Mourad, İsrail ateşi altında kalan Filistinli kurbanların ölüm ve mülteci kamplarındaki zor hayatlarını, korkularını, ihtiyaçlarını bütün insanlığın adalet duygusuna ve vicdanına sunuyor. Akademilerin, devletlerin, resmi söylemlerin uzağında, halkın dilinden.
Kitap, Filistin-İsrail dramını, barışı güçlendiren bütün nedenlerle birlikte ortaya koyarken, çatışmanın gerçek kurbanlarının sesleriyle ilk kez bu kadar gerçek ve çıplak olarak su yüzüne çıkarıyor.
Siyasi analizleri ve genel önyargıları bir tarafa bırakan bu kitap, sözü bizzat olayın tarafları olan halka veriyor.
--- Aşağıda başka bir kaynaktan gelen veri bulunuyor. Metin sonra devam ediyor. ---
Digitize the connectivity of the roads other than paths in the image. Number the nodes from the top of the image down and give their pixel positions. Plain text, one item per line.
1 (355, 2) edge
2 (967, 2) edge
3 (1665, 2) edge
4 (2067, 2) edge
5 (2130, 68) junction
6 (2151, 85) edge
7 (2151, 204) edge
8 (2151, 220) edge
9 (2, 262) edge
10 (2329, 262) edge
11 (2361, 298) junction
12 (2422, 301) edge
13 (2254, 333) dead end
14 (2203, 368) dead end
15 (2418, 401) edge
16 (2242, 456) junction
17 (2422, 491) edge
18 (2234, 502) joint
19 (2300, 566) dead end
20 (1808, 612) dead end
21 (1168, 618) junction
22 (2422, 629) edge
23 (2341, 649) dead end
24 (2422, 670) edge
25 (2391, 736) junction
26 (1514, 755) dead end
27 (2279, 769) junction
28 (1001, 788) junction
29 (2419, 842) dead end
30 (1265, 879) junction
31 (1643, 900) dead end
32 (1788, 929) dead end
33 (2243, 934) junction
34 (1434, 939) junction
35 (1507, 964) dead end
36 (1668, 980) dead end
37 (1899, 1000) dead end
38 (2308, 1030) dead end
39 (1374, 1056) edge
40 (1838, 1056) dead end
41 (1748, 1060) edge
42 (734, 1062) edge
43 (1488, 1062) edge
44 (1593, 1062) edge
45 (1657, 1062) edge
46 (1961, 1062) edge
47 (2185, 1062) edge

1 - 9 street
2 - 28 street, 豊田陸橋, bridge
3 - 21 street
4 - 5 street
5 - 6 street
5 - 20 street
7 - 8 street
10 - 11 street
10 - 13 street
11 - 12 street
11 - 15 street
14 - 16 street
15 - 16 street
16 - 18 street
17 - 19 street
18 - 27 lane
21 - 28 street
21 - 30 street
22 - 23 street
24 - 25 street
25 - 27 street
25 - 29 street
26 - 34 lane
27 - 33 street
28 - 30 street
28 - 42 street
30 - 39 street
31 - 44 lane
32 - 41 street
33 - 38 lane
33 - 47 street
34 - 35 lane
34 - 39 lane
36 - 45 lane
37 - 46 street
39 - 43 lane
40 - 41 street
Yazar bu eseri hazırlarken, Kudüs’ten Cenin’e, Gazze’ye, sömürge yerleşimlerine kadar bölgede ayak basmadık yer, dinlemedik insan bırakmamış. Bize onların hikayesini onların dilinden anlatıyor. Kuşaklar boyu süren bu trajediyi bütün gerçekleriyle göstermek için istisna yapmaksızın taraflarla görüşmüş ve eserini ortaya koymuştur.
Kitap o bölgedeki günlük yaşamdan bahsederek başlar. Ardından İsrailli yerleşimcilere dair bilgilere yer verir. Silahlı zulümler ve savaşmayı reddedenlerin yanı sıra bölgede gerçekleşen ve bedenlerini silahlaştırmış insanlara da değinir. O bölgede kanlar içinde yetişen çocukların hali ile yaşamın kısıtlandırıldığı Gazze’deki kamplarla alakalı açıklamalar yapar.
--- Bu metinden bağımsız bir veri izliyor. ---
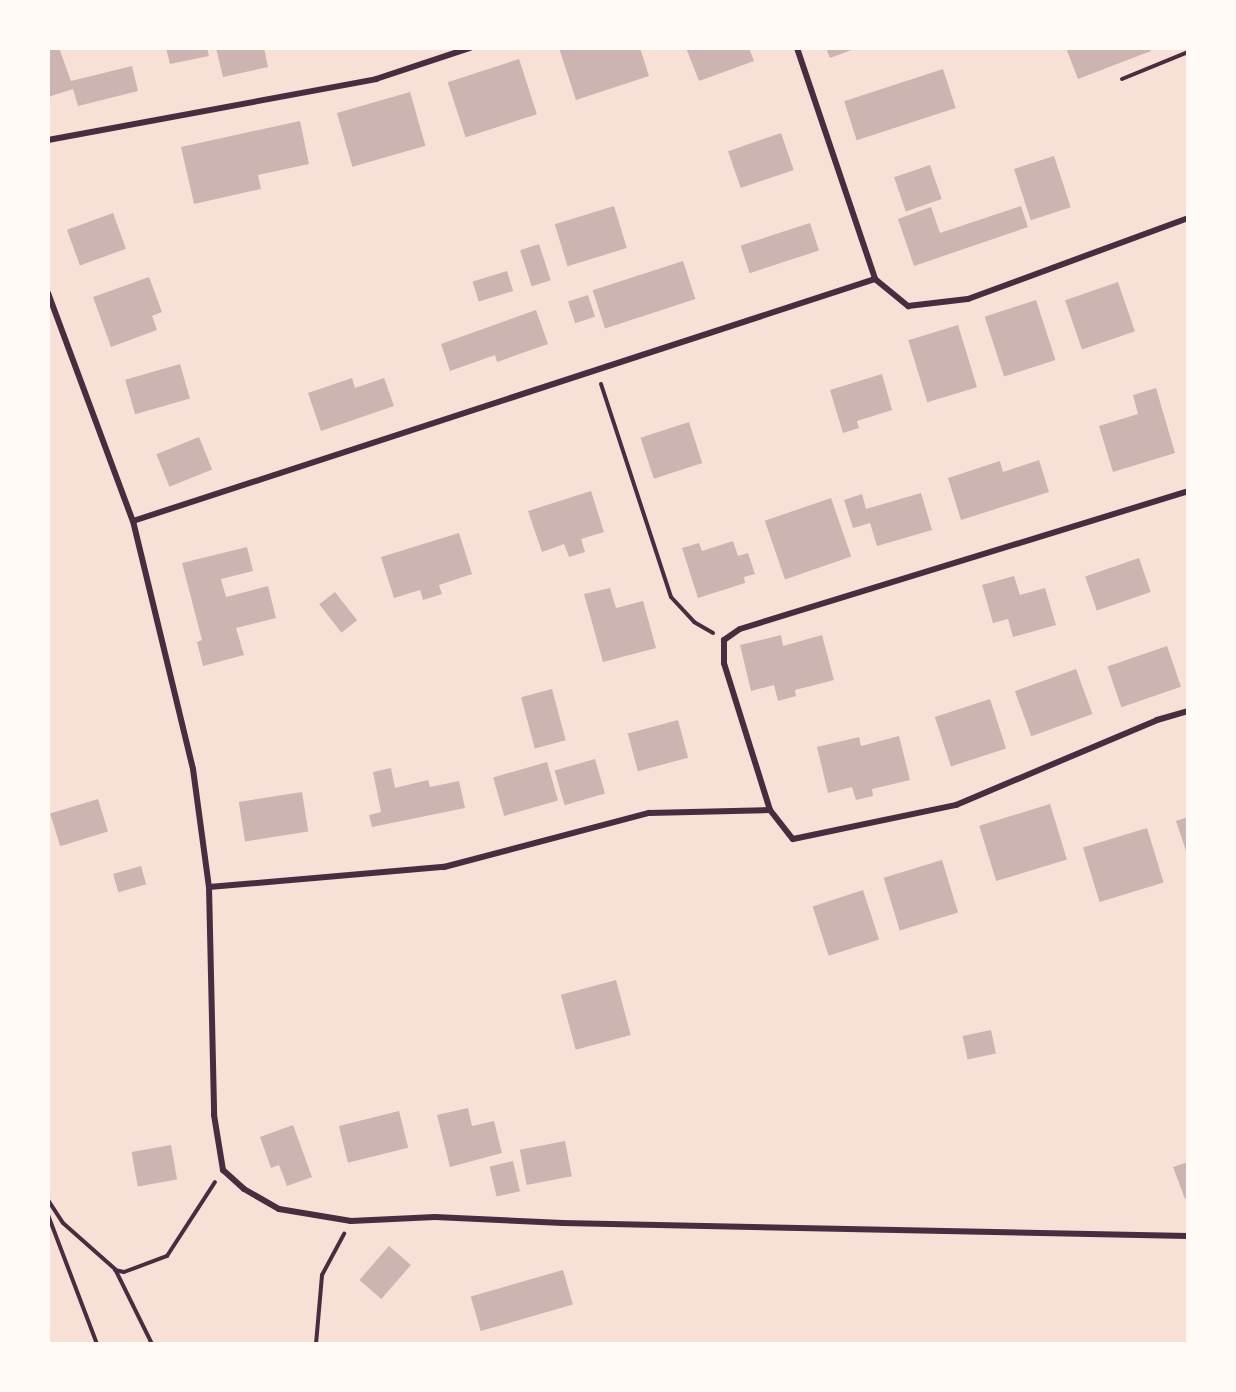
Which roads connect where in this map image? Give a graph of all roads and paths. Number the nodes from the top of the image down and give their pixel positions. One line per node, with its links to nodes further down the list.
1 (470, 48): 5 (street)
2 (797, 48): 7 (street)
3 (1188, 52): 4 (path)
4 (1122, 79)
5 (48, 140)
6 (1188, 218): 7 (street)
7 (875, 279): 9 (street)
8 (48, 293): 11 (street)
9 (596, 369): 11 (street); 12 (path)
10 (1188, 491): 14 (street)
11 (133, 521): 15 (street)
12 (694, 622)
13 (1188, 711): 14 (street)
14 (770, 810): 15 (street)
15 (209, 887): 16 (street)
16 (223, 1170): 19 (street); 21 (path)
17 (48, 1200): 21 (path)
18 (48, 1215): 22 (path)
19 (351, 1221): 20 (street); 24 (path)
20 (1188, 1236)
21 (115, 1269): 23 (path)
22 (97, 1344)
23 (152, 1344)
24 (316, 1344)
Bunca zorluklara rağmen; “Evlerimizi yıkabilirsiniz ama ruhumuzu yıkamazsınız” diyen Filistin halkının taşıdığı sonsuz umut ve mutluluğun hayatlarında imanları gibi hep var olduğunu okuyoruz.
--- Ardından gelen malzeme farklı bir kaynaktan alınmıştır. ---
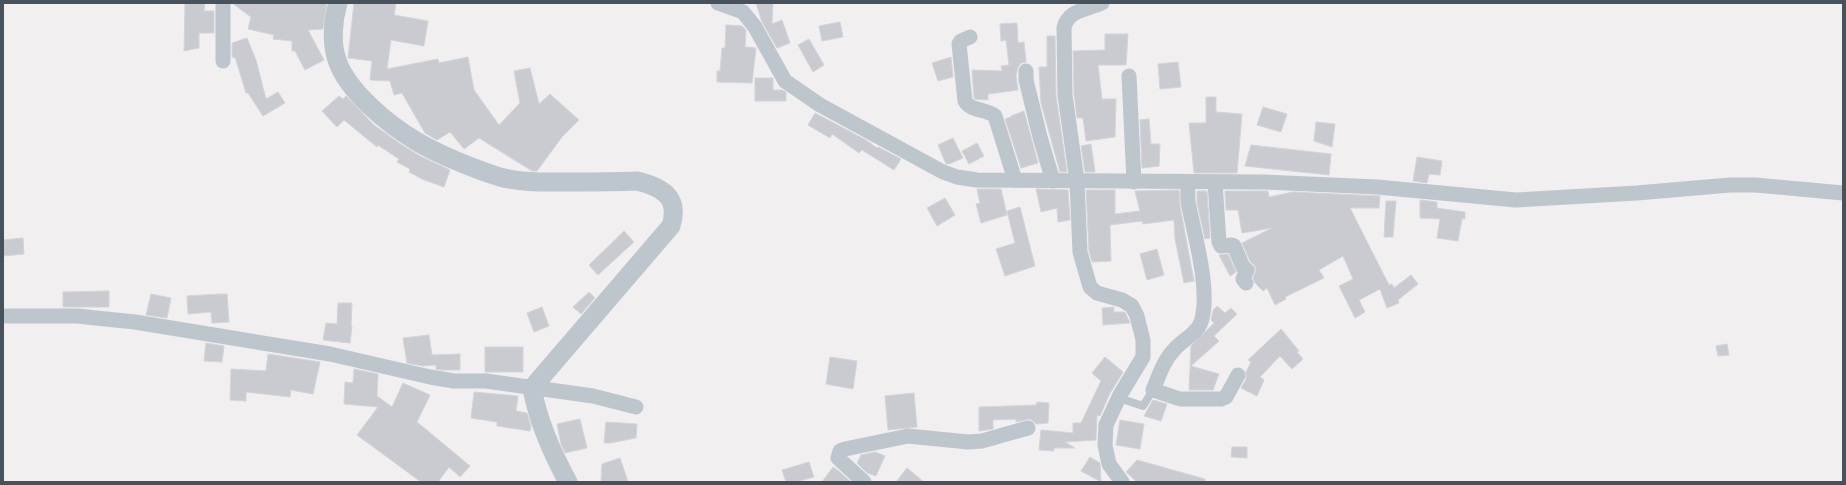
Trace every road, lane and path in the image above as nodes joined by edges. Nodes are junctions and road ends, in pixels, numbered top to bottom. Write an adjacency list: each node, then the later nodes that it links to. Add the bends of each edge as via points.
1 (223, 3): 6 (street)
2 (338, 3): 19 (street, via 334,37 337,60 345,76 356,92 417,142 501,177 535,182 637,182 653,185 669,198 674,206 671,226)
3 (718, 3): 9 (street, via 742,12 755,27 784,81 820,105 943,172 977,180)
4 (1102, 3): 11 (street, via 1070,15 1064,28 1065,94)
5 (970, 37): 9 (street, via 959,44 965,101 969,106 991,112 995,116)
6 (223, 61)
7 (1026, 71): 10 (street, via 1040,137)
8 (1129, 76): 12 (street)
9 (1015, 180): 10 (street)
10 (1054, 181): 11 (street)
11 (1078, 181): 12 (street); 21 (street, via 1080,252 1090,286 1097,293 1122,300 1132,306 1143,340 1143,357)
12 (1134, 182): 13 (street)
13 (1188, 182): 14 (street); 20 (street, via 1188,205 1204,286 1202,317 1197,329 1170,354)
14 (1215, 182): 15 (street, via 1377,187 1516,200 1730,185); 16 (street, via 1219,242 1221,246 1234,246 1247,270 1243,279)
15 (1843, 193)
16 (1246, 283)
17 (3, 316): 19 (street, via 77,316 135,322 330,354 454,381 486,381)
18 (1238, 376): 20 (street, via 1226,397 1221,399 1180,399)
19 (532, 388): 22 (street, via 593,396); 24 (street, via 544,431)
20 (1153, 390): 21 (lane, via 1143,406)
21 (1118, 398): 26 (street, via 1106,425 1106,445 1109,464)
22 (636, 407)
23 (1028, 428): 25 (street, via 982,441 908,436 844,449 838,458)
24 (568, 482)
25 (864, 482)
26 (1122, 482)

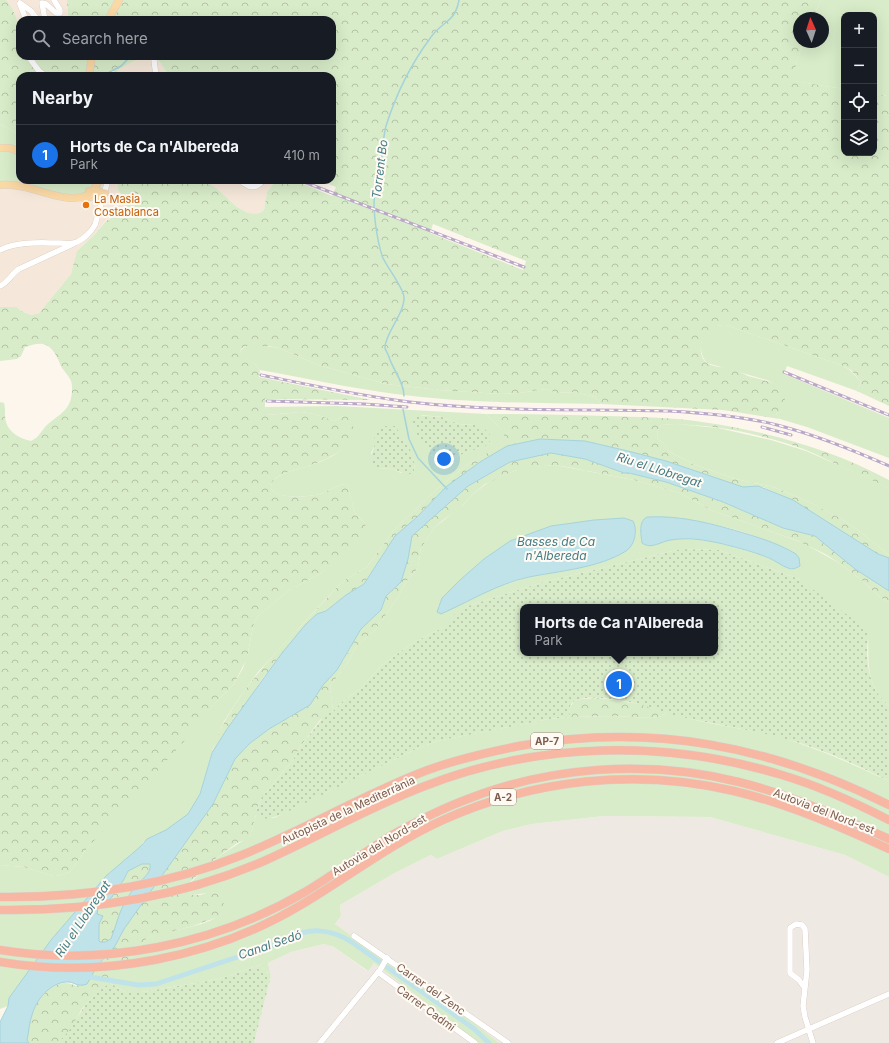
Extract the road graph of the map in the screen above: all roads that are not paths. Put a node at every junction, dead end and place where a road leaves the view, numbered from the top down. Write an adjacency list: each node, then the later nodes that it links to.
1 (54, 0): 4 (street)
2 (119, 0): 8 (main road)
3 (19, 2): 5 (street); 6 (street)
4 (40, 2): 7 (street)
5 (25, 16)
6 (35, 16)
7 (44, 16)
8 (110, 16)
9 (31, 60): 13 (street)
10 (91, 60): 14 (main road)
11 (95, 60): 15 (main road)
12 (154, 60): 16 (street)
13 (40, 72)
14 (89, 72)
15 (94, 72)
16 (156, 72)
17 (0, 148): 18 (main road)
18 (16, 150)
19 (92, 184): 27 (main road)
20 (95, 184): 26 (main road)
21 (99, 184): 26 (main road)
22 (105, 184): 26 (street)
23 (246, 184): 24 (street)
24 (260, 184)
25 (0, 185): 27 (main road)
26 (99, 194): 27 (main road); 28 (street)
27 (79, 195)
28 (75, 243): 29 (street); 30 (street)
29 (0, 250)
30 (0, 286)
31 (889, 805): 35 (highway, Autopista de la Mediterrània / AP-7)
32 (889, 820): 36 (highway, Autopista de la Mediterrània / AP-7)
33 (889, 839): 38 (highway, Autovia del Nord-est / A-2)
34 (889, 849): 40 (highway, Autovia del Nord-est / A-2)
35 (0, 897)
36 (0, 910)
37 (354, 936): 39 (street, Carrer del Zenc)
38 (0, 950)
39 (386, 960): 42 (street); 49 (street, Carrer del Zenc)
40 (0, 962)
41 (807, 970): 43 (street); 43 (street); 44 (street)
42 (379, 971): 47 (street); 48 (street, Carrer Cadmi)
43 (795, 977): 44 (street)
44 (804, 988): 46 (street)
45 (889, 994): 46 (street)
46 (808, 1029): 50 (street); 51 (street)
47 (320, 1043)
48 (475, 1043)
49 (508, 1043)
50 (777, 1043)
51 (813, 1043)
İsrailli taraflarla yapılan konuşmalar da ise Filistinlilerin yaşadığı zulümlerden bir haber olan ve asla bu zulümleri kabul etmeyen işgalci Yahudileri görüyoruz.
İçerisinde birçok bilinmeyen gerçek hikayeler barındıran bu kitap Filistinlilerin yaşadığı zulmü duyurmak adına çarpıcı ve derin bir çalışma olmuştur.